Do you know the first thing he nominates that’s been so damaging out of all of this? The trashing of marriage. The trashing of family; and he argues very powerfully, and I agree with him because I can see it—I saw it in public life—your elite, your intelligentsia, the ‘trendy’, who are at the forefront of trashing traditional marriage and traditional family and seem only to speak for adults, and never for the interests of the children who have to grow up in some sort of environment, ladies and gentlemen, so they, in a way, are the least to suffer from the trashing of marriage. They can go and find a ‘trophy bride’, or a yacht, or a chalet in Switzerland to take their mind off the pain, but as it filters down through society the results are more and more and more devastating.

There is a little town not far from where I live which used to be a good, honest working town; it’s now a social security town.

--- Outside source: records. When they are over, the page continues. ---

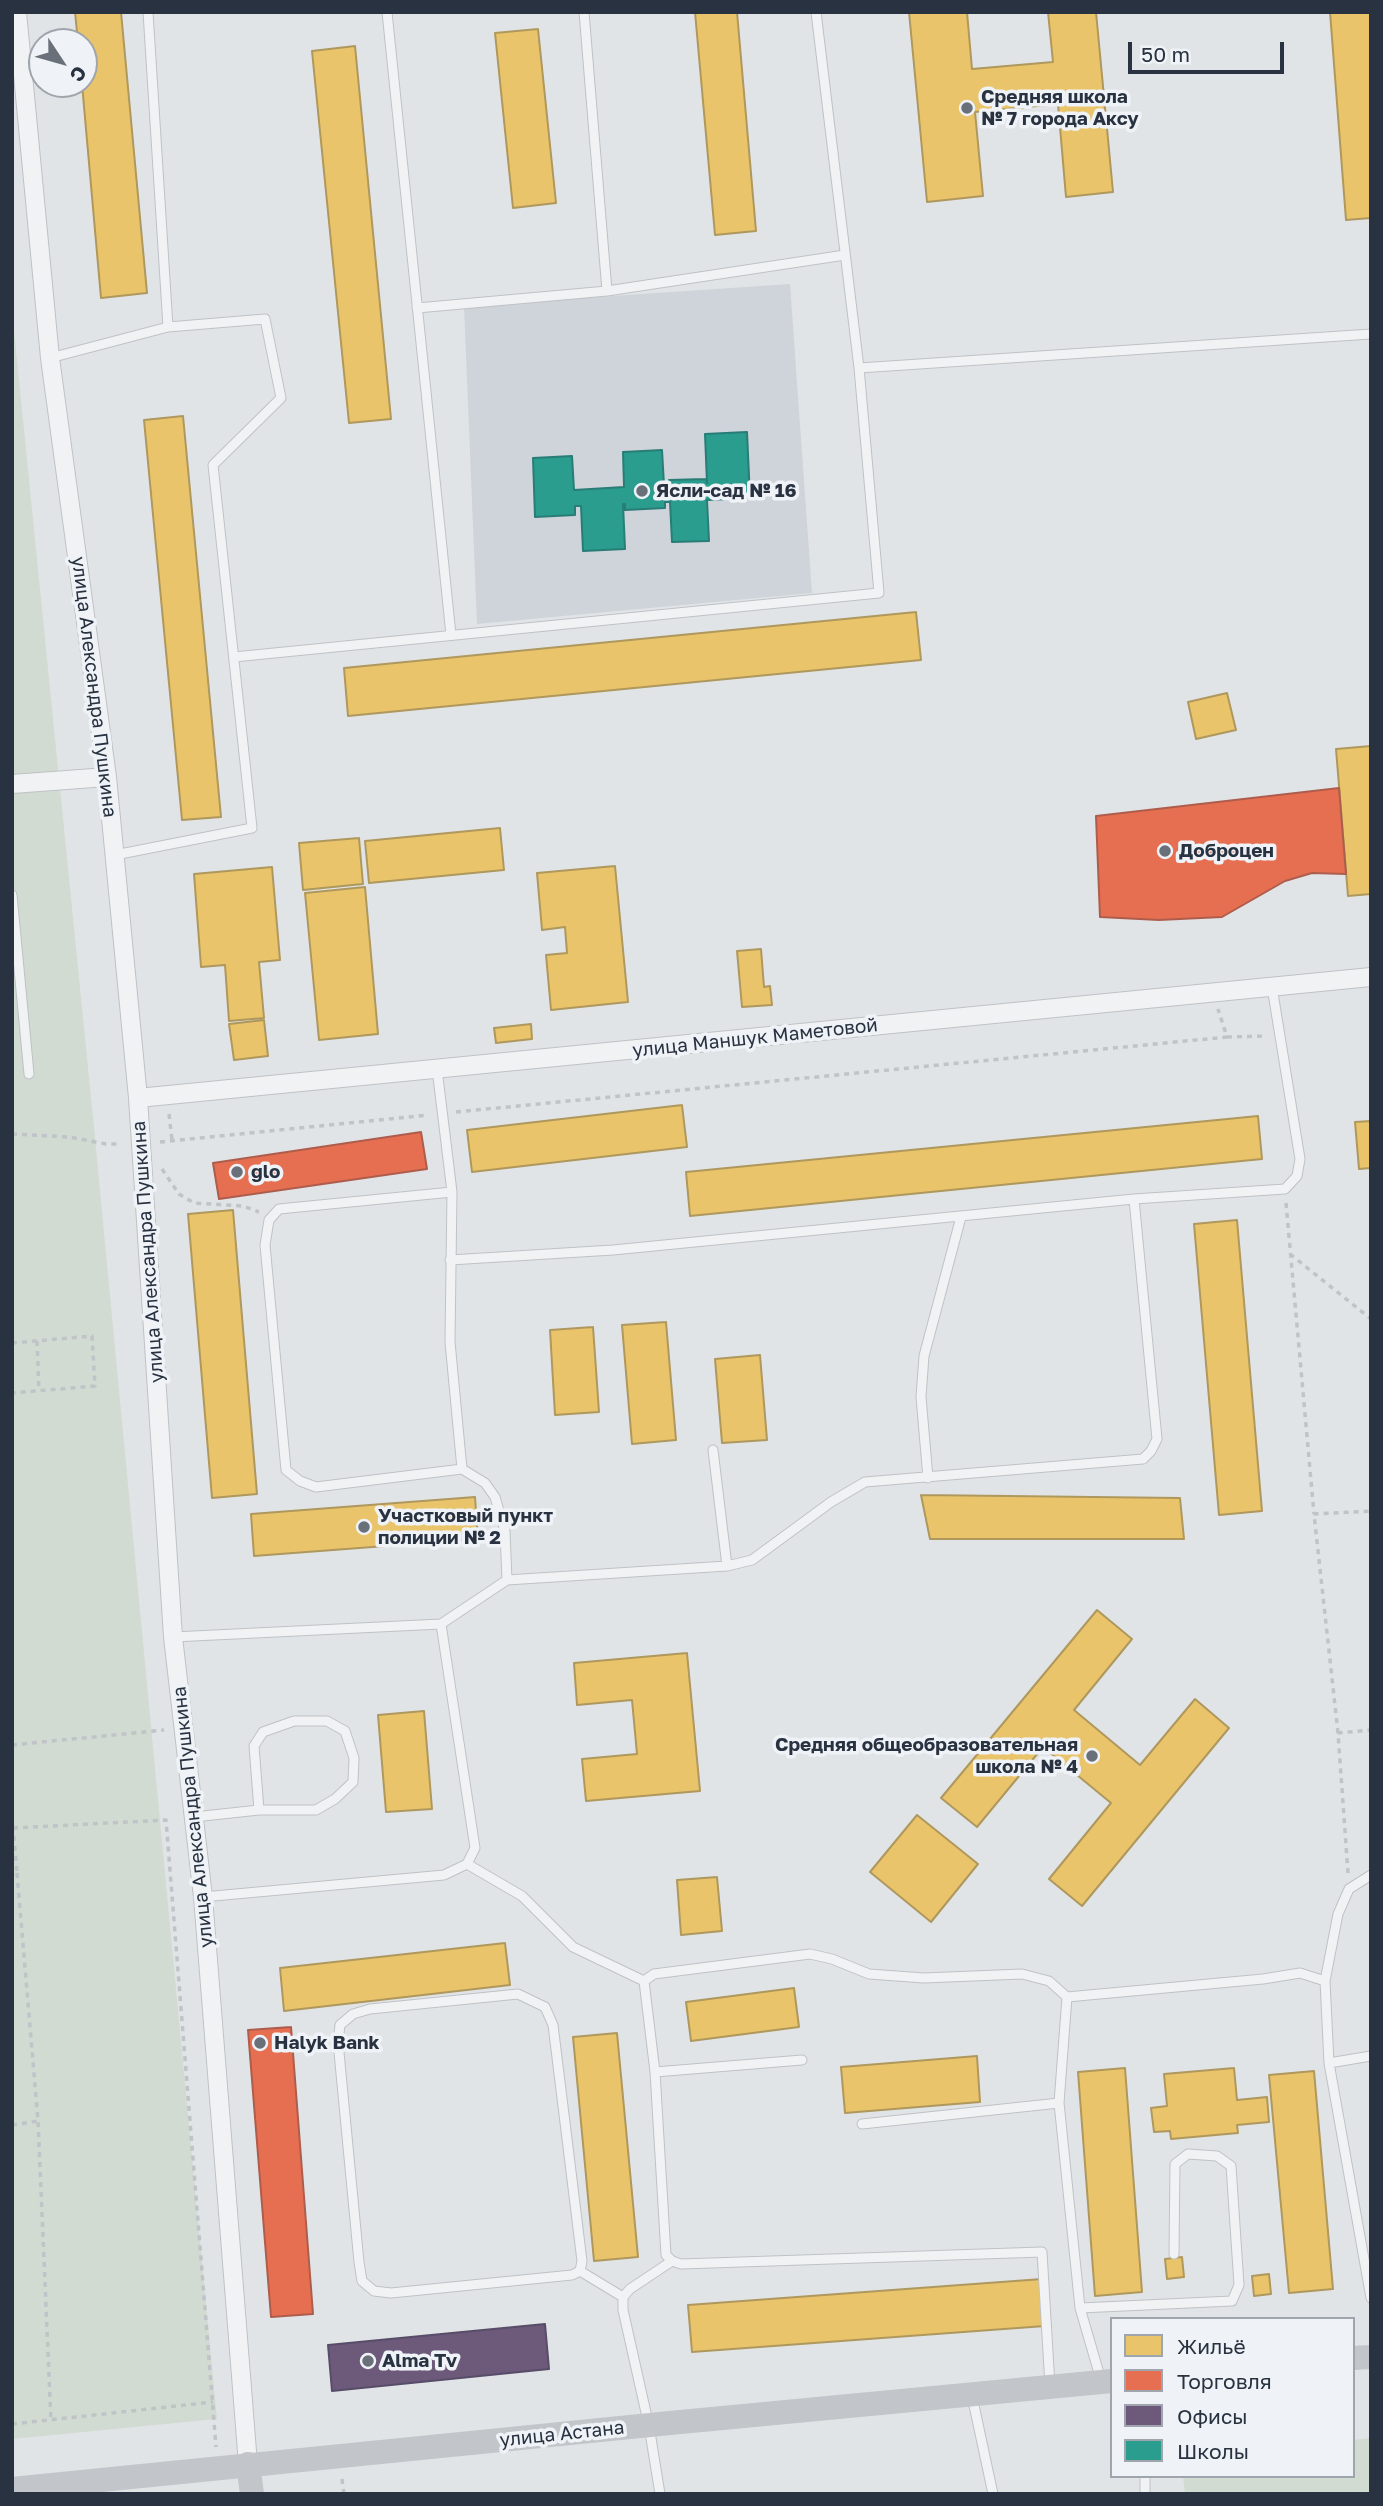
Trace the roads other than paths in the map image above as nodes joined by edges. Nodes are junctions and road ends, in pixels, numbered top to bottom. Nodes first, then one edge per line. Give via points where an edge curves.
1 (17, 12) edge
2 (148, 12) edge
3 (387, 12) edge
4 (584, 12) edge
5 (816, 12) edge
6 (845, 255) junction
7 (607, 291) junction
8 (417, 308) junction
9 (168, 327) junction
10 (1371, 334) edge
11 (50, 358) junction
12 (859, 368) junction
13 (451, 635) junction
14 (234, 657) junction
15 (107, 777) junction
16 (12, 784) edge
17 (115, 855) junction
18 (12, 895) edge
19 (1371, 977) edge
20 (1272, 987) junction
21 (437, 1069) junction
22 (29, 1074) dead end
23 (138, 1098) junction
24 (452, 1192) junction
25 (1134, 1199) junction
26 (961, 1217) junction
27 (450, 1260) junction
28 (713, 1450) dead end
29 (463, 1469) junction
30 (928, 1478) junction
31 (727, 1566) junction
32 (507, 1580) junction
33 (441, 1624) junction
34 (173, 1637) junction
35 (259, 1810) junction
36 (194, 1817) junction
37 (467, 1864) junction
38 (1371, 1875) edge
39 (203, 1897) junction
40 (645, 1981) junction
41 (1325, 1981) junction
42 (1067, 1997) junction
43 (1371, 2056) edge
44 (802, 2060) dead end
45 (1329, 2063) junction
46 (655, 2073) junction
47 (1059, 2104) junction
48 (862, 2124) dead end
49 (1174, 2254) dead end
50 (672, 2261) junction
51 (580, 2271) junction
52 (623, 2297) junction
53 (1371, 2298) edge
54 (1080, 2308) junction
55 (1107, 2382) edge
56 (1050, 2388) junction
57 (971, 2395) junction
58 (649, 2426) junction
59 (248, 2464) junction
60 (12, 2489) edge
61 (252, 2494) edge
62 (660, 2494) edge
63 (993, 2494) edge

1 - 11 street, улица Александра Пушкина
2 - 9 lane
3 - 8 lane
4 - 7 lane
5 - 6 lane
6 - 7 lane
6 - 12 lane
7 - 8 lane
8 - 13 lane
9 - 11 lane
9 - 14 lane via 265,319 279,385 281,398 213,466
10 - 12 lane
11 - 15 street, улица Александра Пушкина
12 - 13 lane via 879,593
13 - 14 lane
14 - 17 lane via 252,828
15 - 16 street
15 - 17 street, улица Александра Пушкина
17 - 23 street, улица Александра Пушкина
18 - 22 lane
19 - 20 street, улица Маншук Маметовой
20 - 21 street, улица Маншук Маметовой
20 - 25 lane via 1300,1159 1297,1175 1285,1189
21 - 23 street, улица Маншук Маметовой
21 - 24 lane
23 - 34 street, улица Александра Пушкина via 145,1143
24 - 27 lane
24 - 29 lane via 279,1209 269,1220 265,1245 286,1470 316,1487
25 - 26 lane
25 - 30 lane via 1157,1439 1151,1451 1143,1459
26 - 27 lane via 613,1250
26 - 30 lane via 924,1356 921,1397
27 - 29 lane via 450,1342
28 - 31 lane
29 - 32 lane via 485,1483 495,1497 505,1531
30 - 31 lane via 865,1482 752,1560
31 - 32 lane
32 - 33 lane
33 - 34 lane
33 - 37 lane via 475,1848
34 - 36 street, улица Александра Пушкина
35 - 35 lane via 316,1810 335,1799 353,1782 354,1758 345,1731 327,1721 294,1721 263,1732 254,1746
35 - 36 lane
36 - 39 street, улица Александра Пушкина
37 - 39 lane via 444,1875
37 - 40 lane via 522,1896 573,1947
38 - 41 lane via 1349,1889 1338,1913
39 - 59 street, улица Александра Пушкина
40 - 42 lane via 654,1974 810,1954 869,1974 924,1978 1022,1974 1049,1981
40 - 46 lane
41 - 42 lane via 1300,1973
41 - 45 lane
42 - 47 lane
43 - 45 lane
44 - 46 lane
45 - 53 lane
46 - 50 lane via 666,2255
47 - 48 lane
47 - 54 lane
49 - 54 lane via 1175,2164 1188,2154 1217,2155 1231,2166 1239,2286 1231,2301
50 - 52 lane
50 - 56 lane via 1042,2252
51 - 51 lane via 391,2293 374,2291 362,2281 340,2025 370,2008 517,1994 545,2007 553,2025
51 - 52 lane
52 - 58 lane
54 - 55 lane
55 - 56 street, улица Астана
56 - 57 street, улица Астана
57 - 58 street, улица Астана
57 - 63 lane
58 - 59 street, улица Астана
58 - 62 lane
59 - 60 street, улица Астана via 141,2480
59 - 61 street, улица Александра Пушкина

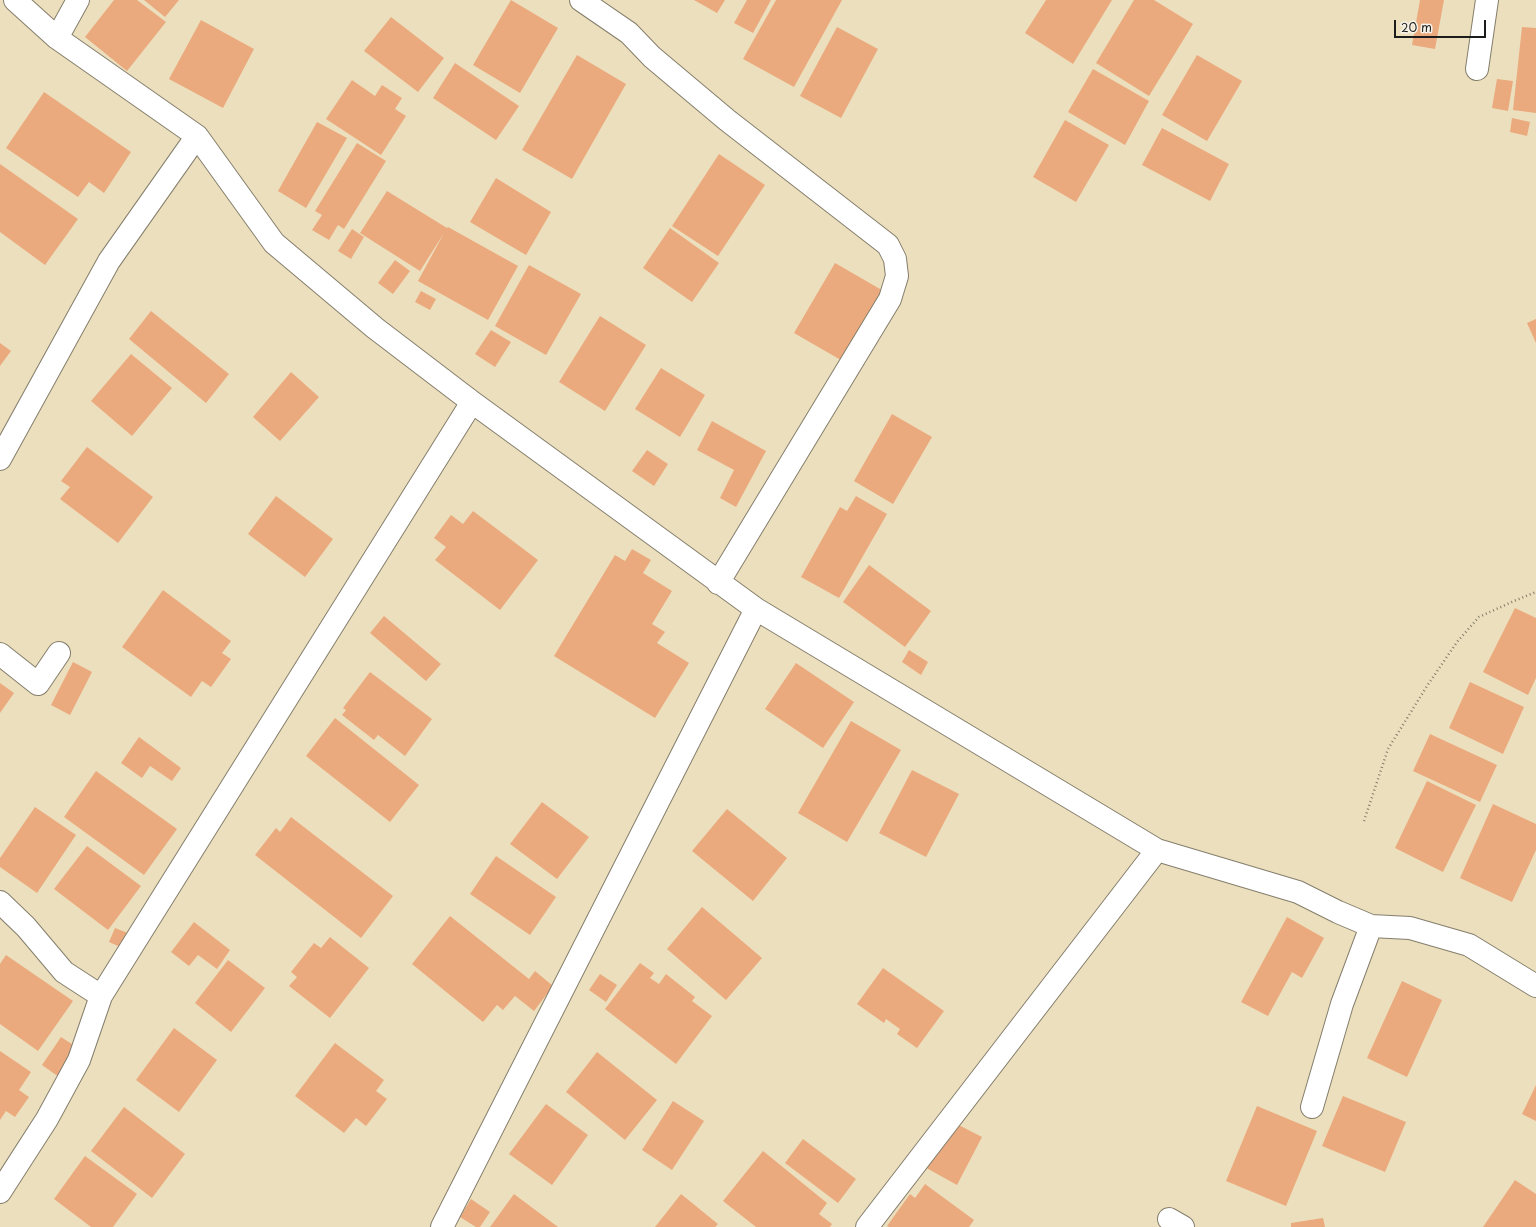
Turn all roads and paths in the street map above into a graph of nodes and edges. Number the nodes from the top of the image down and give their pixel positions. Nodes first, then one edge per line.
1 (15, 0) edge
2 (78, 0) edge
3 (581, 0) edge
4 (1487, 0) edge
5 (57, 38) junction
6 (1477, 69) dead end
7 (197, 136) junction
8 (472, 402) junction
9 (0, 452) edge
10 (0, 459) edge
11 (718, 583) junction
12 (1536, 592) edge
13 (756, 609) junction
14 (59, 653) dead end
15 (0, 654) edge
16 (1364, 821) dead end
17 (1158, 850) junction
18 (0, 902) edge
19 (1371, 926) junction
20 (1536, 986) edge
21 (101, 996) junction
22 (1312, 1107) dead end
23 (0, 1192) edge
24 (442, 1227) edge
25 (867, 1227) edge

1 - 5 street
2 - 5 street
3 - 11 street
4 - 6 street
5 - 7 street
7 - 8 street
7 - 9 street
7 - 10 street
8 - 11 street
8 - 21 street
11 - 13 street
12 - 16 path
13 - 17 street
13 - 24 street
14 - 15 street
17 - 19 street
17 - 25 street
18 - 21 street
19 - 20 street
19 - 22 street
21 - 23 street

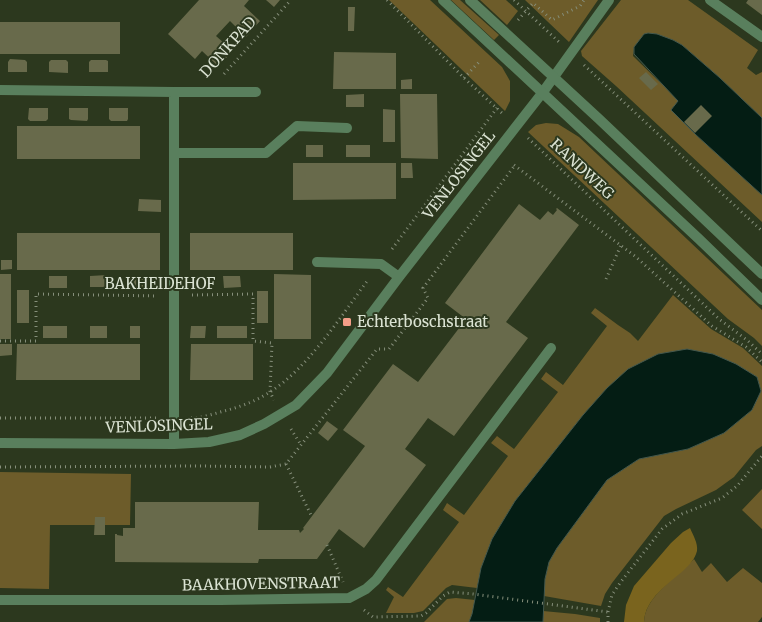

The school has shrunk and shrunk. There’s twelve kids in that primary school today; they have between them three mothers and five fathers.

Will those children—precious every one of them—be selfless givers to humanity, able to contribute to society; to take their place in our community and help us build a bigger, stronger community and families of their own? Or will they be people tragically locked into a cycle of welfare dependency and of deep need drawing on the rest of the community—I ask you?

They will be preoccupied with self and that is another enormous price we are paying for the abandonment of Christianity. Selflessness built our freedoms. Selfishness is destroying them.